[Dataset entries]
[Start of Attachment]
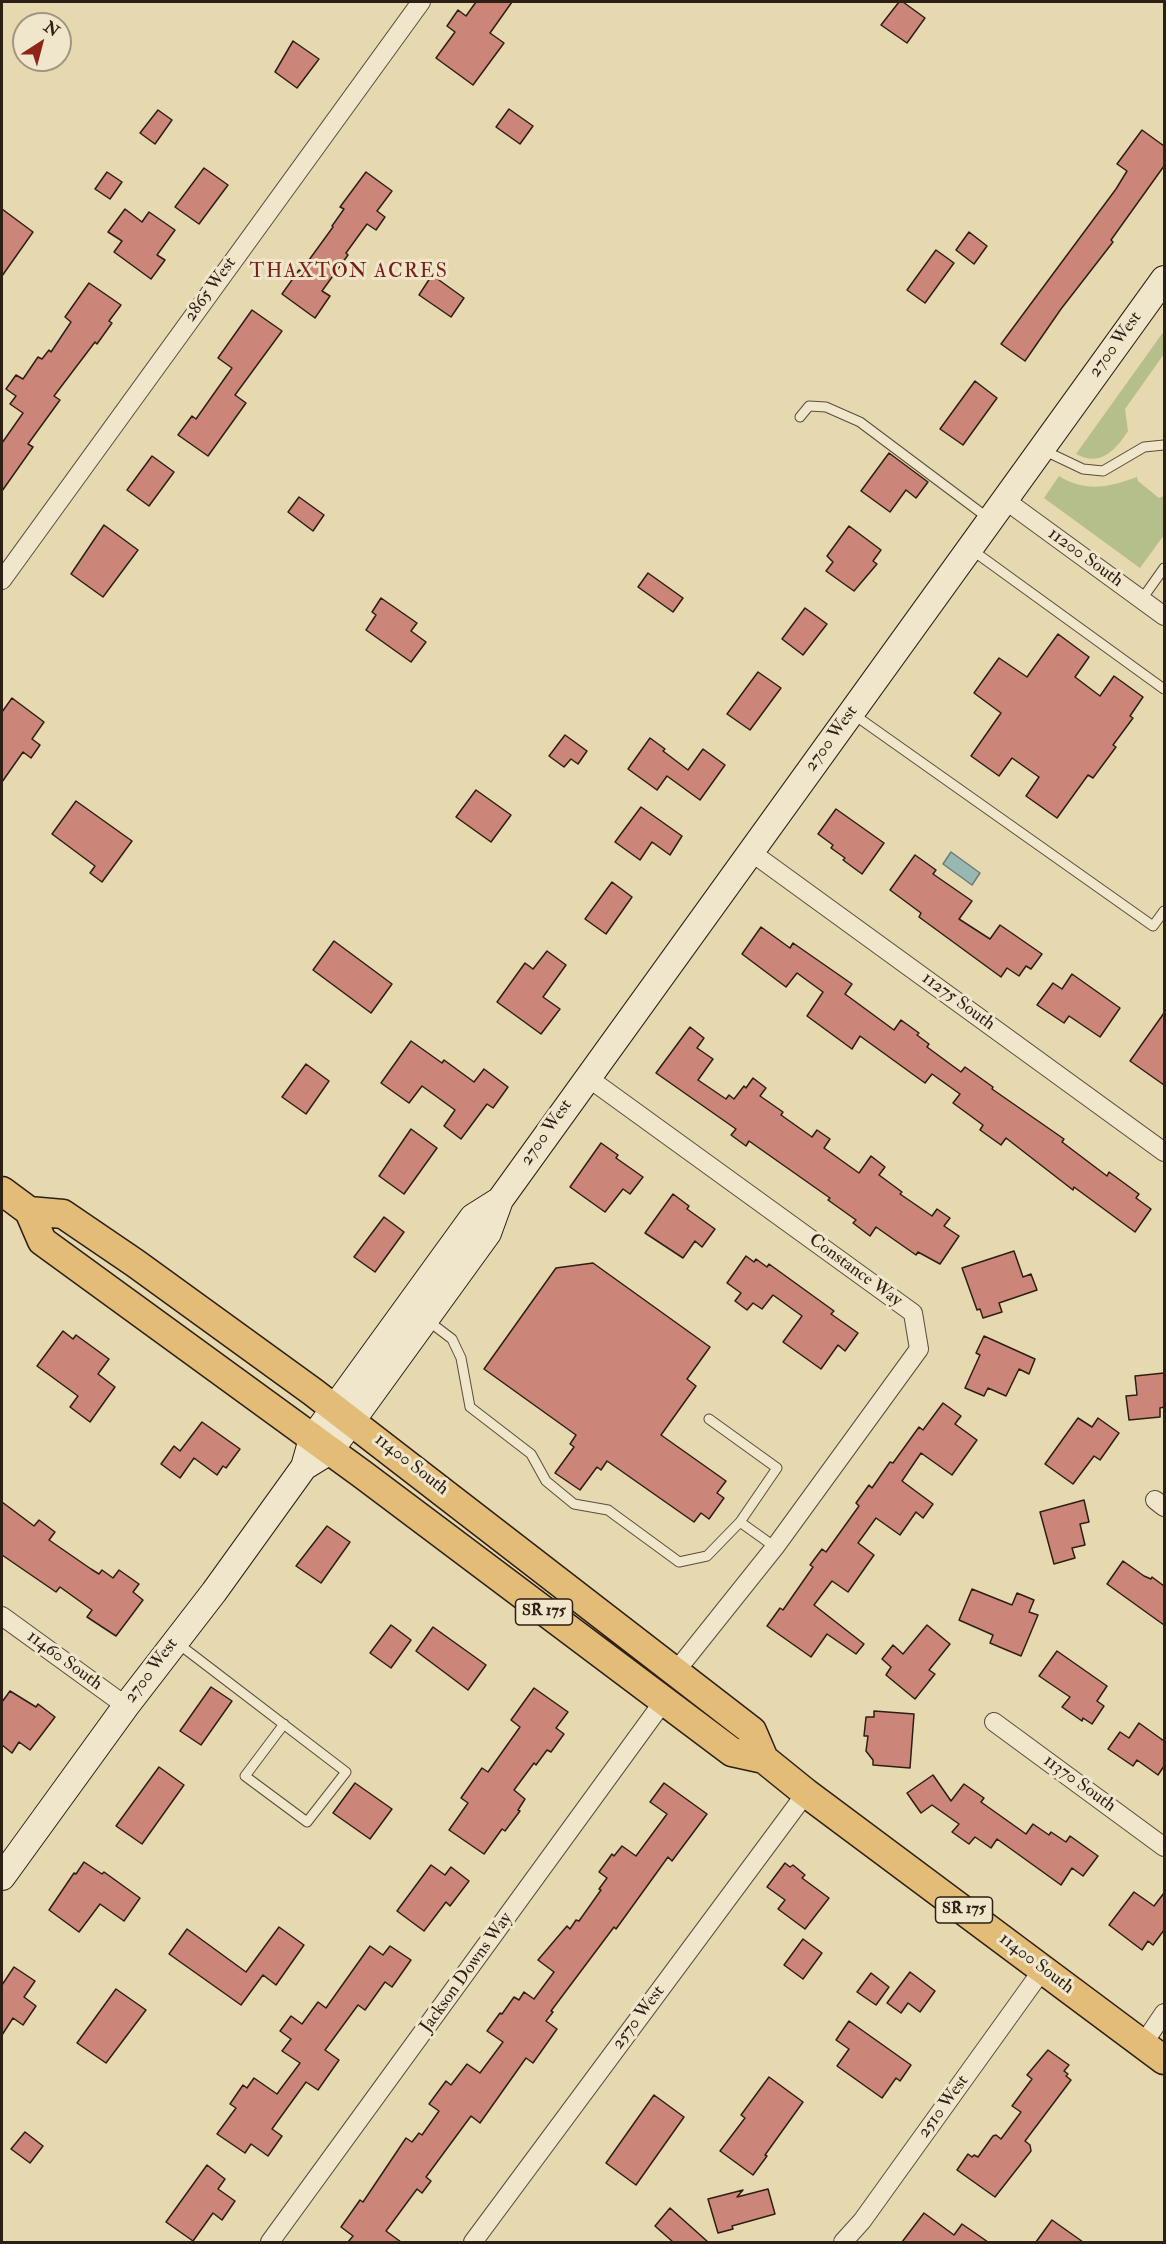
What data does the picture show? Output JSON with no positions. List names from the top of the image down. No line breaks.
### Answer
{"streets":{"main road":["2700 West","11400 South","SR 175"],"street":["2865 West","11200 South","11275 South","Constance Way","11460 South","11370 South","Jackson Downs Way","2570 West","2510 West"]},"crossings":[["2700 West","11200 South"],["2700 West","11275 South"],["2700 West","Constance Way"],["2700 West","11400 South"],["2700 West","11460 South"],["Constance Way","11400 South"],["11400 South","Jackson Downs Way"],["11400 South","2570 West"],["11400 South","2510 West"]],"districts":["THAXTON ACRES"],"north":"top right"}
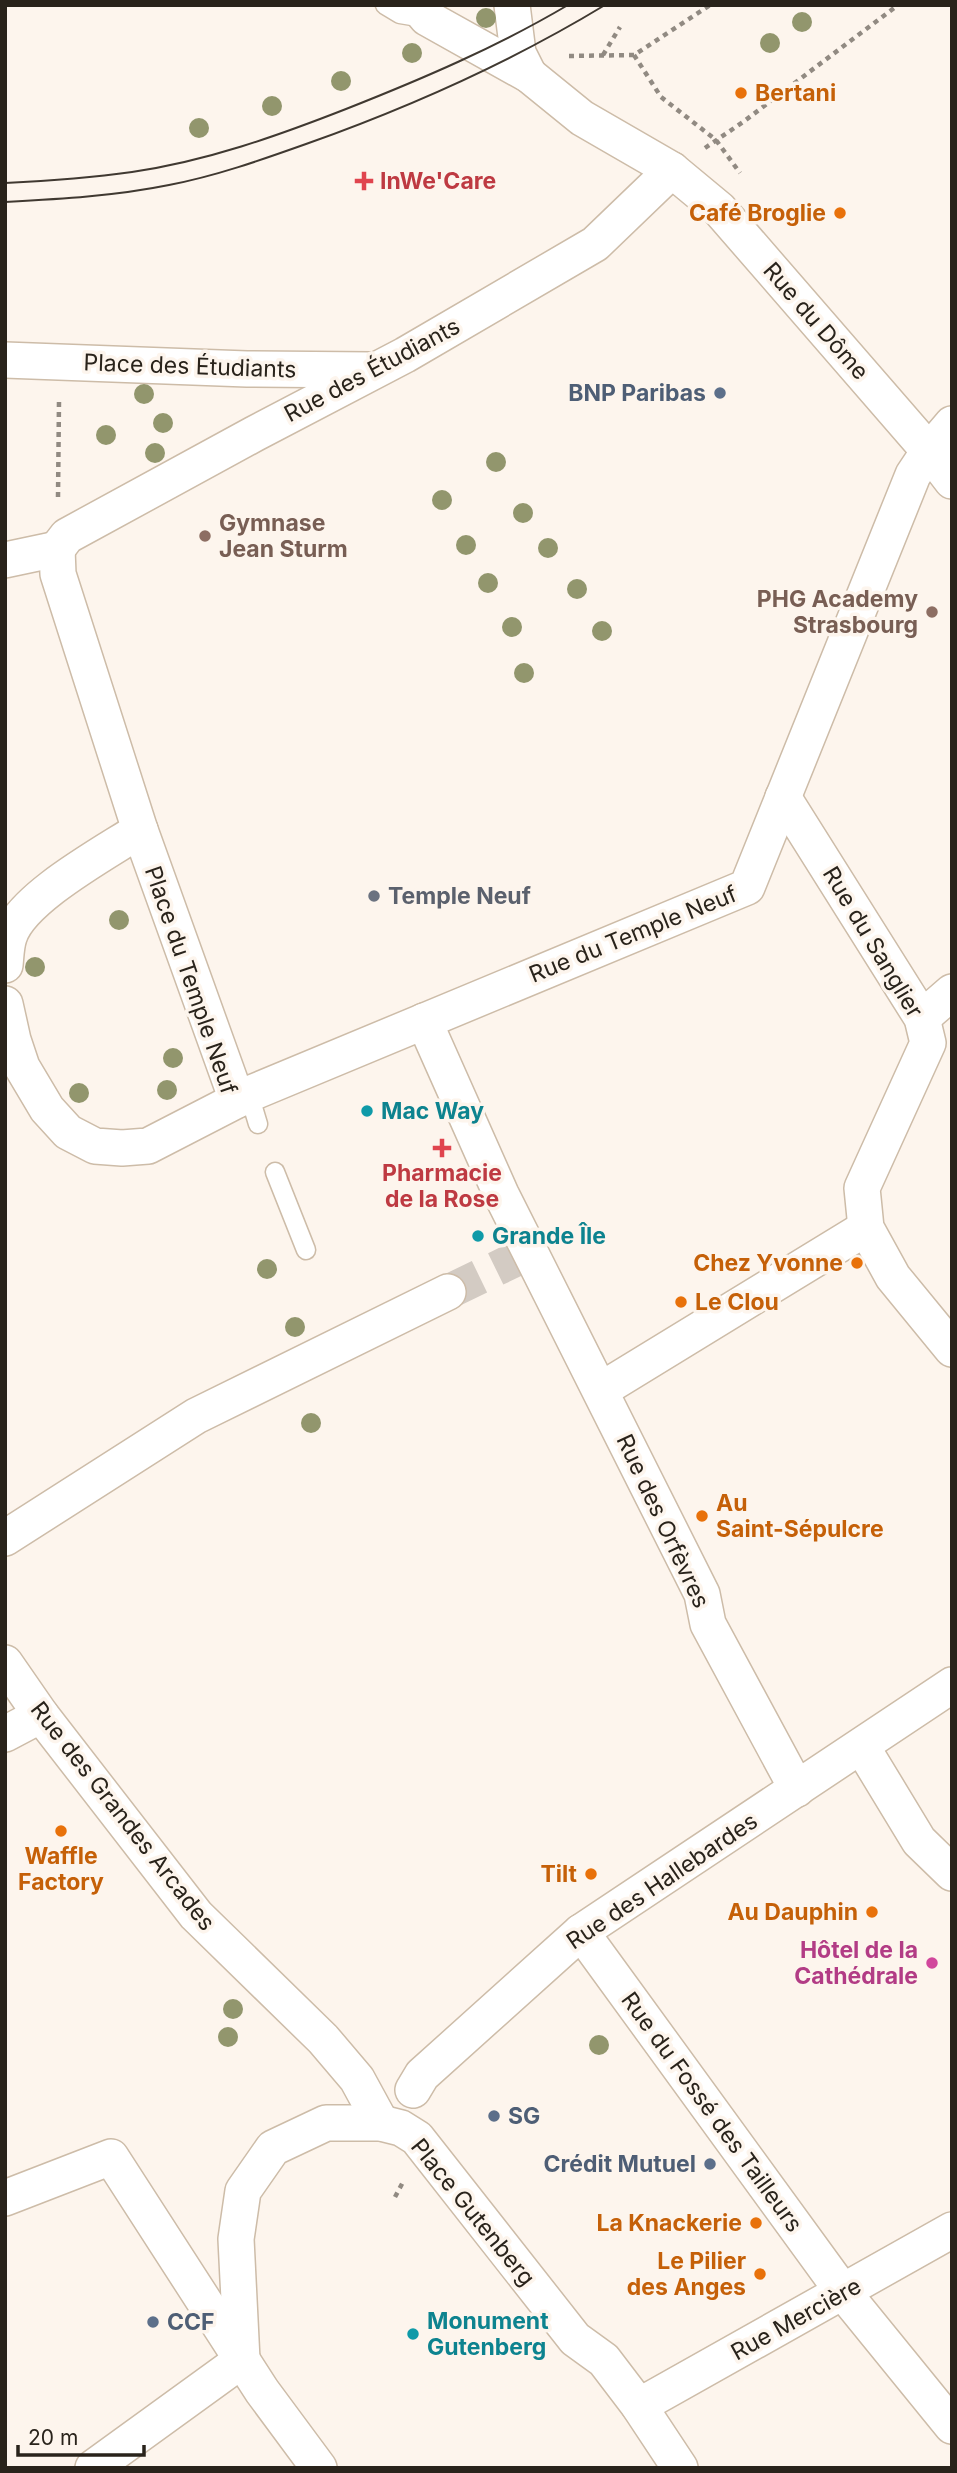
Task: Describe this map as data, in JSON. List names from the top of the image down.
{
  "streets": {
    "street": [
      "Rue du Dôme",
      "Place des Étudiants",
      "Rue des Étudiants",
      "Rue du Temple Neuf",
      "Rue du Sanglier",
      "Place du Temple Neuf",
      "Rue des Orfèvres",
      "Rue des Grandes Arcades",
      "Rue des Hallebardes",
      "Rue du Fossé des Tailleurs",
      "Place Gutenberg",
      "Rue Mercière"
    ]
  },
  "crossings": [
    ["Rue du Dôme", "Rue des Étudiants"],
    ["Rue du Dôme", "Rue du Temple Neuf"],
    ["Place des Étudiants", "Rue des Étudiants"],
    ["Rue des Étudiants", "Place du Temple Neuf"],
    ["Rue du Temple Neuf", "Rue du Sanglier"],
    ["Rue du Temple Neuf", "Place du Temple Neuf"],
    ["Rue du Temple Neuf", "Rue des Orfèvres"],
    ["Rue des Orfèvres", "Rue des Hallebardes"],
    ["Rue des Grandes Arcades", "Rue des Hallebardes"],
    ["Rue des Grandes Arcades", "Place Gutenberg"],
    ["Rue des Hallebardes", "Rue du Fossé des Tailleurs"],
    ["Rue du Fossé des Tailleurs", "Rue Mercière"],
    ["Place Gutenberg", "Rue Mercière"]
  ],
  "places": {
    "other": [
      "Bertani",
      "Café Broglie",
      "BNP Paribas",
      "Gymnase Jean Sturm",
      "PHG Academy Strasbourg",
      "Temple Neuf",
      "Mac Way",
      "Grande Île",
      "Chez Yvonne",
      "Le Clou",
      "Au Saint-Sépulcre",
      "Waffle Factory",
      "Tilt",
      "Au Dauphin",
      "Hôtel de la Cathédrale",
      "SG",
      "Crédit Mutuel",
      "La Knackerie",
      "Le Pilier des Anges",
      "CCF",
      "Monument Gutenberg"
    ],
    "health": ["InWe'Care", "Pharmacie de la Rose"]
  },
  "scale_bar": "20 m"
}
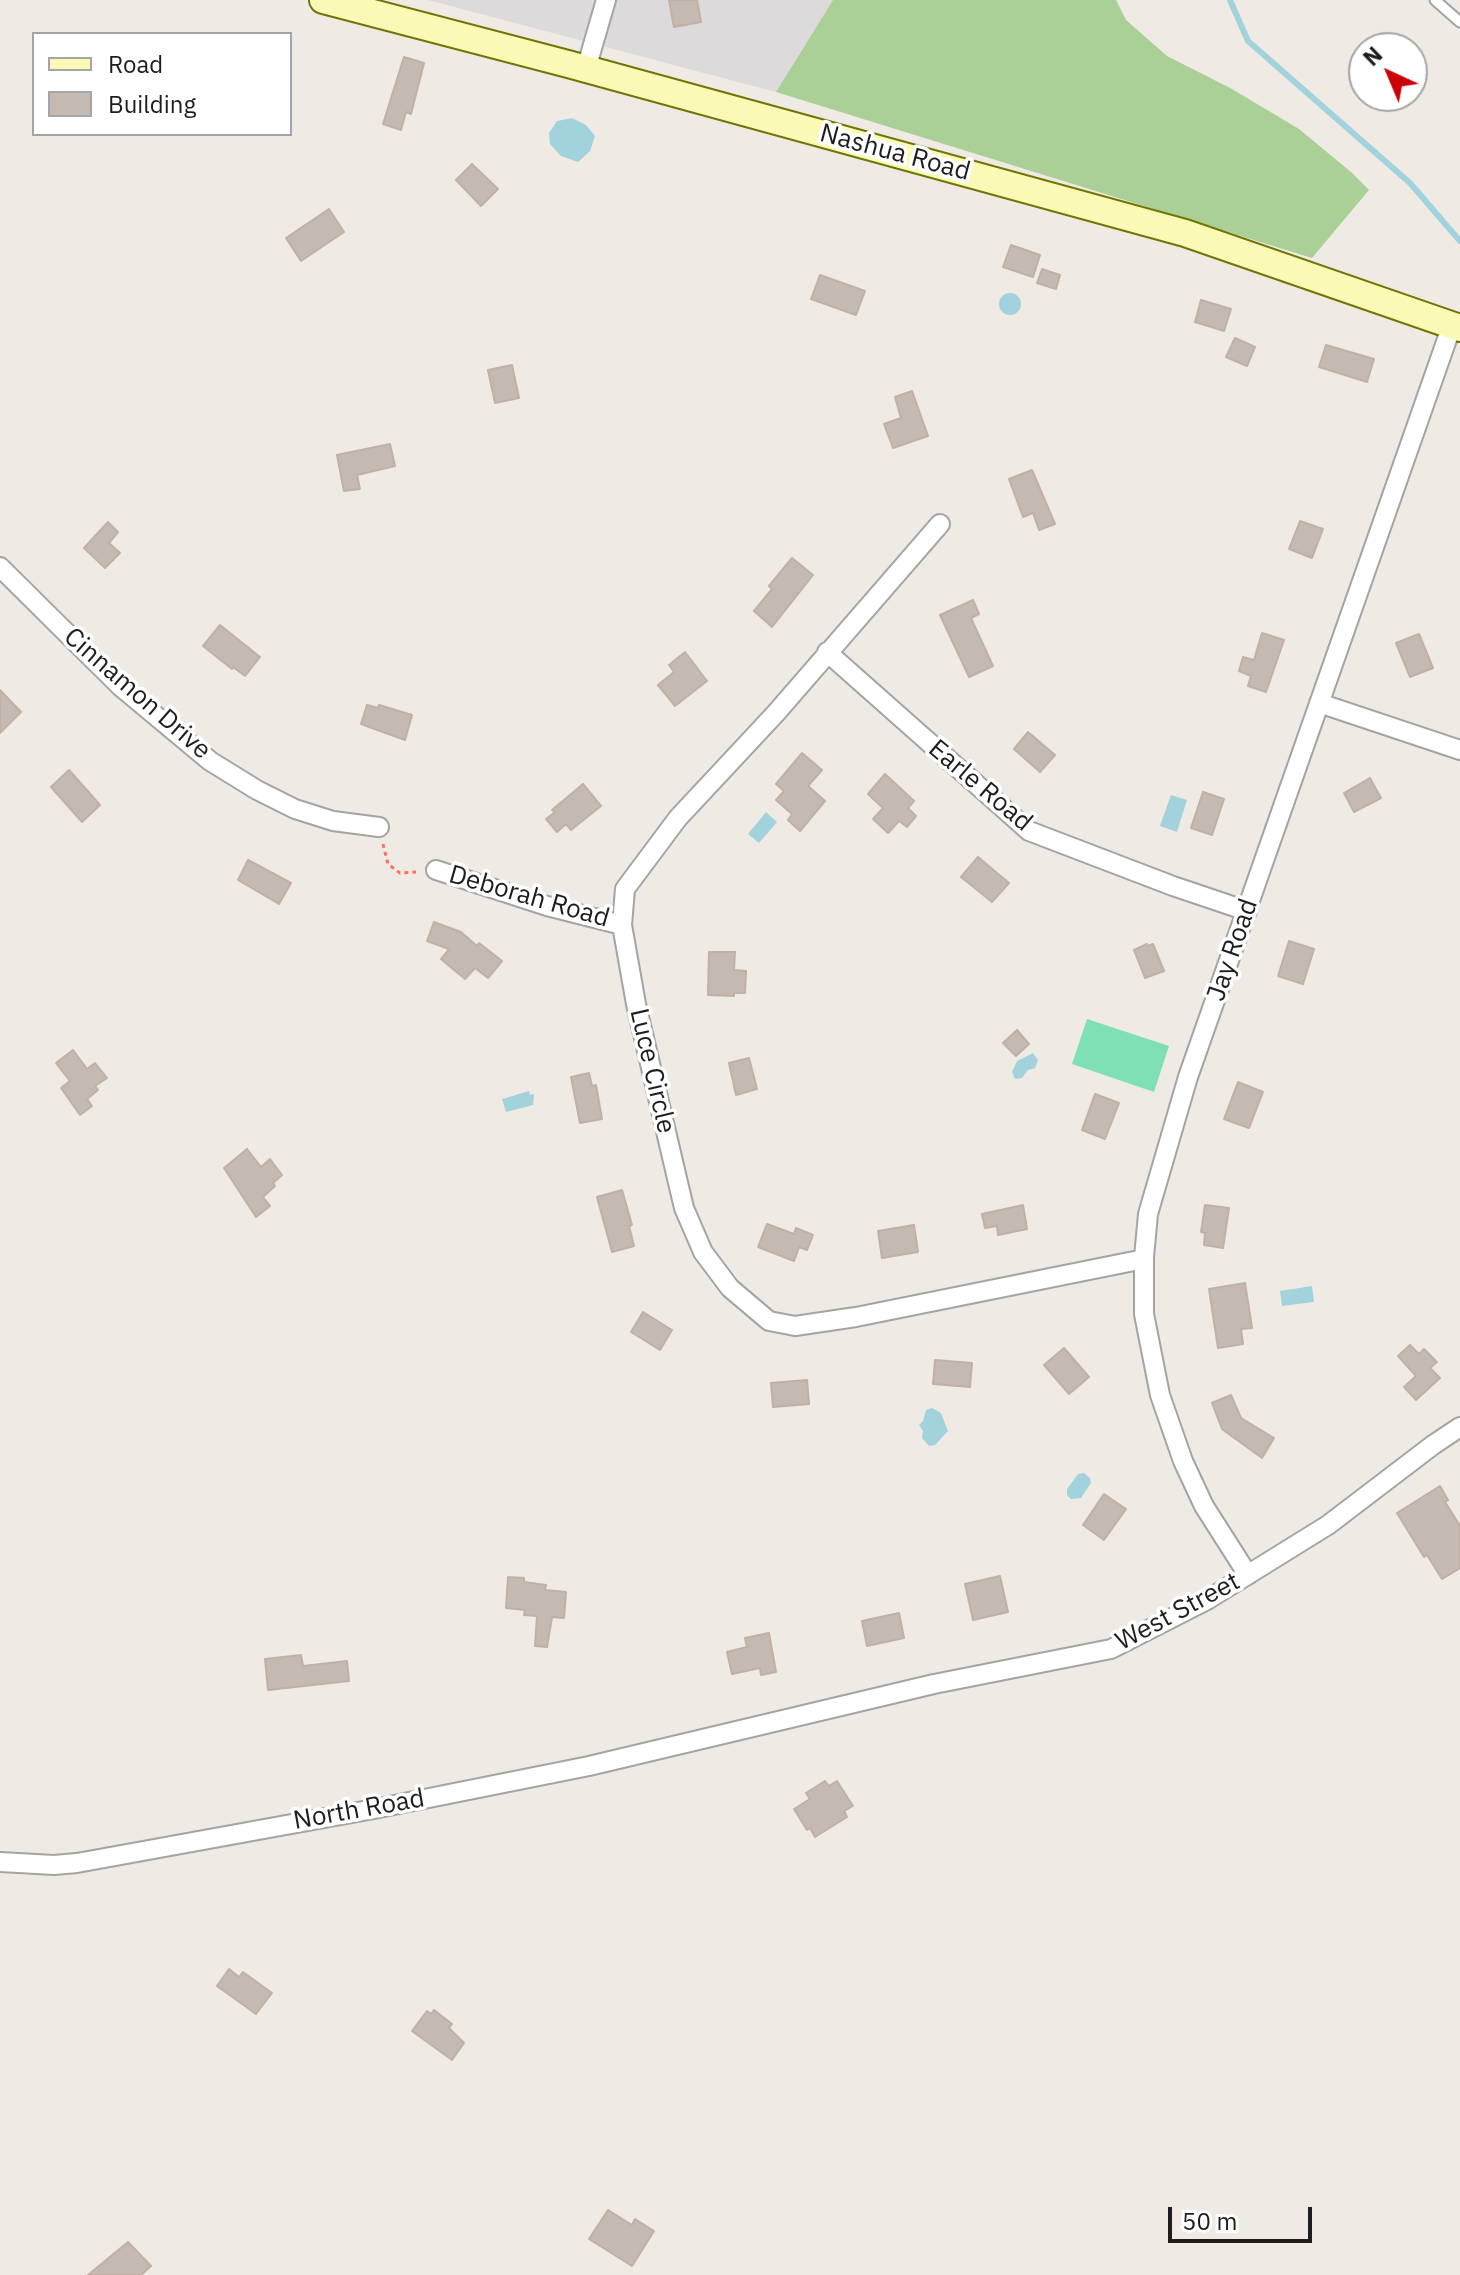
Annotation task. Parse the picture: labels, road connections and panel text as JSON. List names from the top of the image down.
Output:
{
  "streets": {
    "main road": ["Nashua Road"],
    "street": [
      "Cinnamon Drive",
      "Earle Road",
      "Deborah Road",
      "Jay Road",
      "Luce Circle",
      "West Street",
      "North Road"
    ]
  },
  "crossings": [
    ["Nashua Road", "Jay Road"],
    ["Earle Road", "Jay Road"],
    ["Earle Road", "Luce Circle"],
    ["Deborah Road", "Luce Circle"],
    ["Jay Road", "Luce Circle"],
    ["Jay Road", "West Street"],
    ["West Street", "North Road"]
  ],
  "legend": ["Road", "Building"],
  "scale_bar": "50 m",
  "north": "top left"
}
[End of Attachment]
What this task involves: Scan the records above for the string "main", and copy every line where it turns up.

Output of the exercise:
{"streets":{"main road":["2700 West","11400 South","SR 175"],"street":["2865 West","11200 South","11275 South","Constance Way","11460 South","11370 South","Jackson Downs Way","2570 West","2510 West"]},"crossings":[["2700 West","11200 South"],["2700 West","11275 South"],["2700 West","Constance Way"],["2700 West","11400 South"],["2700 West","11460 South"],["Constance Way","11400 South"],["11400 South","Jackson Downs Way"],["11400 South","2570 West"],["11400 South","2510 West"]],"districts":["THAXTON ACRES"],"north":"top right"}
    "main road": ["Nashua Road"],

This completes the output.